| Task description |
Transcribe all the records with complete accuracy.

[Opening Entries provided section]

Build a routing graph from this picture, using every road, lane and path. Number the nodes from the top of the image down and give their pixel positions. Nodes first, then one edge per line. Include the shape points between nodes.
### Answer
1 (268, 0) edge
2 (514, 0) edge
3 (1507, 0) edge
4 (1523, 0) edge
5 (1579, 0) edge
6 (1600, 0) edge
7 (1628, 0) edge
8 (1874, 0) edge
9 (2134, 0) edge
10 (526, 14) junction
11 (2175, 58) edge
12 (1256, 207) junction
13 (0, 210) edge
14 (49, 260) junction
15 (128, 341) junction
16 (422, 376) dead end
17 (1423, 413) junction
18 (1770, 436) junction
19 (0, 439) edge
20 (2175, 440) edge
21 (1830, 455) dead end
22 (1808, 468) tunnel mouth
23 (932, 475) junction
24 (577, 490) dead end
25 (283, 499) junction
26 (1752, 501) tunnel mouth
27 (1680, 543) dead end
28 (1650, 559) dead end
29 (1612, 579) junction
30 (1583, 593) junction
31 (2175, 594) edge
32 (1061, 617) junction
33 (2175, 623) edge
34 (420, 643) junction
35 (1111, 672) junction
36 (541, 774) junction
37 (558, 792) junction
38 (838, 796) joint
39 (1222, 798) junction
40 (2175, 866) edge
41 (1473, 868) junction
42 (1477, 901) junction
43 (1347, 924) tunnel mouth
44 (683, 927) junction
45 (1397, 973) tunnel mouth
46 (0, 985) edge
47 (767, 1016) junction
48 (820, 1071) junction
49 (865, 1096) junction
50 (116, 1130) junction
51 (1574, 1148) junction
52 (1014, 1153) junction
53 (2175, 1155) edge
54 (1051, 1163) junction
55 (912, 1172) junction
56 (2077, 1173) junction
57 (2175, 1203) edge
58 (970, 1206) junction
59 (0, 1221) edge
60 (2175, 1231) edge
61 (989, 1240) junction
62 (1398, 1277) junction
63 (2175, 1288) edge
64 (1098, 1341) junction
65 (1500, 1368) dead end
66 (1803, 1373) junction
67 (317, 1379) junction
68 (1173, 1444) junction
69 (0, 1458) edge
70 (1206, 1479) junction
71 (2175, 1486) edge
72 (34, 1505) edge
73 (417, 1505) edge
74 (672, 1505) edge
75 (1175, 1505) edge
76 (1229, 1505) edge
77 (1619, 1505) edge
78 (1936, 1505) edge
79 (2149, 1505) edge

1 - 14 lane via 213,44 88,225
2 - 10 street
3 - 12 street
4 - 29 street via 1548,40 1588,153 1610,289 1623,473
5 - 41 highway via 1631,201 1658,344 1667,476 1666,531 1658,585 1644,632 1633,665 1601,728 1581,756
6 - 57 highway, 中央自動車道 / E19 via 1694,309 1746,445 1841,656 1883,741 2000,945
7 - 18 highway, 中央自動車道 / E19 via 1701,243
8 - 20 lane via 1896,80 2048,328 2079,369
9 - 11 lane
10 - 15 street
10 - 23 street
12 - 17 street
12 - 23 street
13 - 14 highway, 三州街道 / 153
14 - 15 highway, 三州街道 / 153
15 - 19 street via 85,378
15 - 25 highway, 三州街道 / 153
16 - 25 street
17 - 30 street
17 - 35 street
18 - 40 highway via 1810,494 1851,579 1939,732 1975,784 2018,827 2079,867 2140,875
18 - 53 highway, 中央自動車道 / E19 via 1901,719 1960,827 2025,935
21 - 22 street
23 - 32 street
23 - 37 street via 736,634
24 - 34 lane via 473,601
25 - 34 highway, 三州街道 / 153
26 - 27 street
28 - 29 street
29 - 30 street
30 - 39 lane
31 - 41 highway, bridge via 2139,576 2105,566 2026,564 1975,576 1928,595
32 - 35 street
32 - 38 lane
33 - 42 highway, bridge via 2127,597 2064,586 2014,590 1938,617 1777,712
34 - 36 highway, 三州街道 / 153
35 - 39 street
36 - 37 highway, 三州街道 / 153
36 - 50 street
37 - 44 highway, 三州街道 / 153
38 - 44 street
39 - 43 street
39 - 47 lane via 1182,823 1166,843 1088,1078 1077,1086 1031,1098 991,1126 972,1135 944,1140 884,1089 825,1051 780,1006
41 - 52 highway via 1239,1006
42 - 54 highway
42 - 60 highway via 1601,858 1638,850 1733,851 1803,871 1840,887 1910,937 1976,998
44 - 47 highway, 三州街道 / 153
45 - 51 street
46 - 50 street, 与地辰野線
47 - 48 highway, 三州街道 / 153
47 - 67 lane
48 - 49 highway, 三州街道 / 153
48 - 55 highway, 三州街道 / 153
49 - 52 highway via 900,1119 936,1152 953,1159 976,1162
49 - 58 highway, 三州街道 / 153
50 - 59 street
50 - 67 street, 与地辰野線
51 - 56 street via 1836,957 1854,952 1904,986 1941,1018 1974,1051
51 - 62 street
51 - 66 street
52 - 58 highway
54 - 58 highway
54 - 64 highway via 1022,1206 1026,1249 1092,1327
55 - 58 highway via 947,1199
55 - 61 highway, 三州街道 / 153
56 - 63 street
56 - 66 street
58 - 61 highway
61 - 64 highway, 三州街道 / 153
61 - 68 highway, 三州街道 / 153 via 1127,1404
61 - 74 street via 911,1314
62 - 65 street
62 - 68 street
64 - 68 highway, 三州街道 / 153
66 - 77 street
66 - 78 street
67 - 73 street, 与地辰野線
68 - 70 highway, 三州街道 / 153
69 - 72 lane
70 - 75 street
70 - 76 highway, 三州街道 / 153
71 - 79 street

[Closing Entries provided section]

| Reply |
Build a routing graph from this picture, using every road, lane and path. Number the nodes from the top of the image down and give their pixel positions. Nodes first, then one edge per line. Include the shape points between nodes.
### Answer
1 (268, 0) edge
2 (514, 0) edge
3 (1507, 0) edge
4 (1523, 0) edge
5 (1579, 0) edge
6 (1600, 0) edge
7 (1628, 0) edge
8 (1874, 0) edge
9 (2134, 0) edge
10 (526, 14) junction
11 (2175, 58) edge
12 (1256, 207) junction
13 (0, 210) edge
14 (49, 260) junction
15 (128, 341) junction
16 (422, 376) dead end
17 (1423, 413) junction
18 (1770, 436) junction
19 (0, 439) edge
20 (2175, 440) edge
21 (1830, 455) dead end
22 (1808, 468) tunnel mouth
23 (932, 475) junction
24 (577, 490) dead end
25 (283, 499) junction
26 (1752, 501) tunnel mouth
27 (1680, 543) dead end
28 (1650, 559) dead end
29 (1612, 579) junction
30 (1583, 593) junction
31 (2175, 594) edge
32 (1061, 617) junction
33 (2175, 623) edge
34 (420, 643) junction
35 (1111, 672) junction
36 (541, 774) junction
37 (558, 792) junction
38 (838, 796) joint
39 (1222, 798) junction
40 (2175, 866) edge
41 (1473, 868) junction
42 (1477, 901) junction
43 (1347, 924) tunnel mouth
44 (683, 927) junction
45 (1397, 973) tunnel mouth
46 (0, 985) edge
47 (767, 1016) junction
48 (820, 1071) junction
49 (865, 1096) junction
50 (116, 1130) junction
51 (1574, 1148) junction
52 (1014, 1153) junction
53 (2175, 1155) edge
54 (1051, 1163) junction
55 (912, 1172) junction
56 (2077, 1173) junction
57 (2175, 1203) edge
58 (970, 1206) junction
59 (0, 1221) edge
60 (2175, 1231) edge
61 (989, 1240) junction
62 (1398, 1277) junction
63 (2175, 1288) edge
64 (1098, 1341) junction
65 (1500, 1368) dead end
66 (1803, 1373) junction
67 (317, 1379) junction
68 (1173, 1444) junction
69 (0, 1458) edge
70 (1206, 1479) junction
71 (2175, 1486) edge
72 (34, 1505) edge
73 (417, 1505) edge
74 (672, 1505) edge
75 (1175, 1505) edge
76 (1229, 1505) edge
77 (1619, 1505) edge
78 (1936, 1505) edge
79 (2149, 1505) edge

1 - 14 lane via 213,44 88,225
2 - 10 street
3 - 12 street
4 - 29 street via 1548,40 1588,153 1610,289 1623,473
5 - 41 highway via 1631,201 1658,344 1667,476 1666,531 1658,585 1644,632 1633,665 1601,728 1581,756
6 - 57 highway, 中央自動車道 / E19 via 1694,309 1746,445 1841,656 1883,741 2000,945
7 - 18 highway, 中央自動車道 / E19 via 1701,243
8 - 20 lane via 1896,80 2048,328 2079,369
9 - 11 lane
10 - 15 street
10 - 23 street
12 - 17 street
12 - 23 street
13 - 14 highway, 三州街道 / 153
14 - 15 highway, 三州街道 / 153
15 - 19 street via 85,378
15 - 25 highway, 三州街道 / 153
16 - 25 street
17 - 30 street
17 - 35 street
18 - 40 highway via 1810,494 1851,579 1939,732 1975,784 2018,827 2079,867 2140,875
18 - 53 highway, 中央自動車道 / E19 via 1901,719 1960,827 2025,935
21 - 22 street
23 - 32 street
23 - 37 street via 736,634
24 - 34 lane via 473,601
25 - 34 highway, 三州街道 / 153
26 - 27 street
28 - 29 street
29 - 30 street
30 - 39 lane
31 - 41 highway, bridge via 2139,576 2105,566 2026,564 1975,576 1928,595
32 - 35 street
32 - 38 lane
33 - 42 highway, bridge via 2127,597 2064,586 2014,590 1938,617 1777,712
34 - 36 highway, 三州街道 / 153
35 - 39 street
36 - 37 highway, 三州街道 / 153
36 - 50 street
37 - 44 highway, 三州街道 / 153
38 - 44 street
39 - 43 street
39 - 47 lane via 1182,823 1166,843 1088,1078 1077,1086 1031,1098 991,1126 972,1135 944,1140 884,1089 825,1051 780,1006
41 - 52 highway via 1239,1006
42 - 54 highway
42 - 60 highway via 1601,858 1638,850 1733,851 1803,871 1840,887 1910,937 1976,998
44 - 47 highway, 三州街道 / 153
45 - 51 street
46 - 50 street, 与地辰野線
47 - 48 highway, 三州街道 / 153
47 - 67 lane
48 - 49 highway, 三州街道 / 153
48 - 55 highway, 三州街道 / 153
49 - 52 highway via 900,1119 936,1152 953,1159 976,1162
49 - 58 highway, 三州街道 / 153
50 - 59 street
50 - 67 street, 与地辰野線
51 - 56 street via 1836,957 1854,952 1904,986 1941,1018 1974,1051
51 - 62 street
51 - 66 street
52 - 58 highway
54 - 58 highway
54 - 64 highway via 1022,1206 1026,1249 1092,1327
55 - 58 highway via 947,1199
55 - 61 highway, 三州街道 / 153
56 - 63 street
56 - 66 street
58 - 61 highway
61 - 64 highway, 三州街道 / 153
61 - 68 highway, 三州街道 / 153 via 1127,1404
61 - 74 street via 911,1314
62 - 65 street
62 - 68 street
64 - 68 highway, 三州街道 / 153
66 - 77 street
66 - 78 street
67 - 73 street, 与地辰野線
68 - 70 highway, 三州街道 / 153
69 - 72 lane
70 - 75 street
70 - 76 highway, 三州街道 / 153
71 - 79 street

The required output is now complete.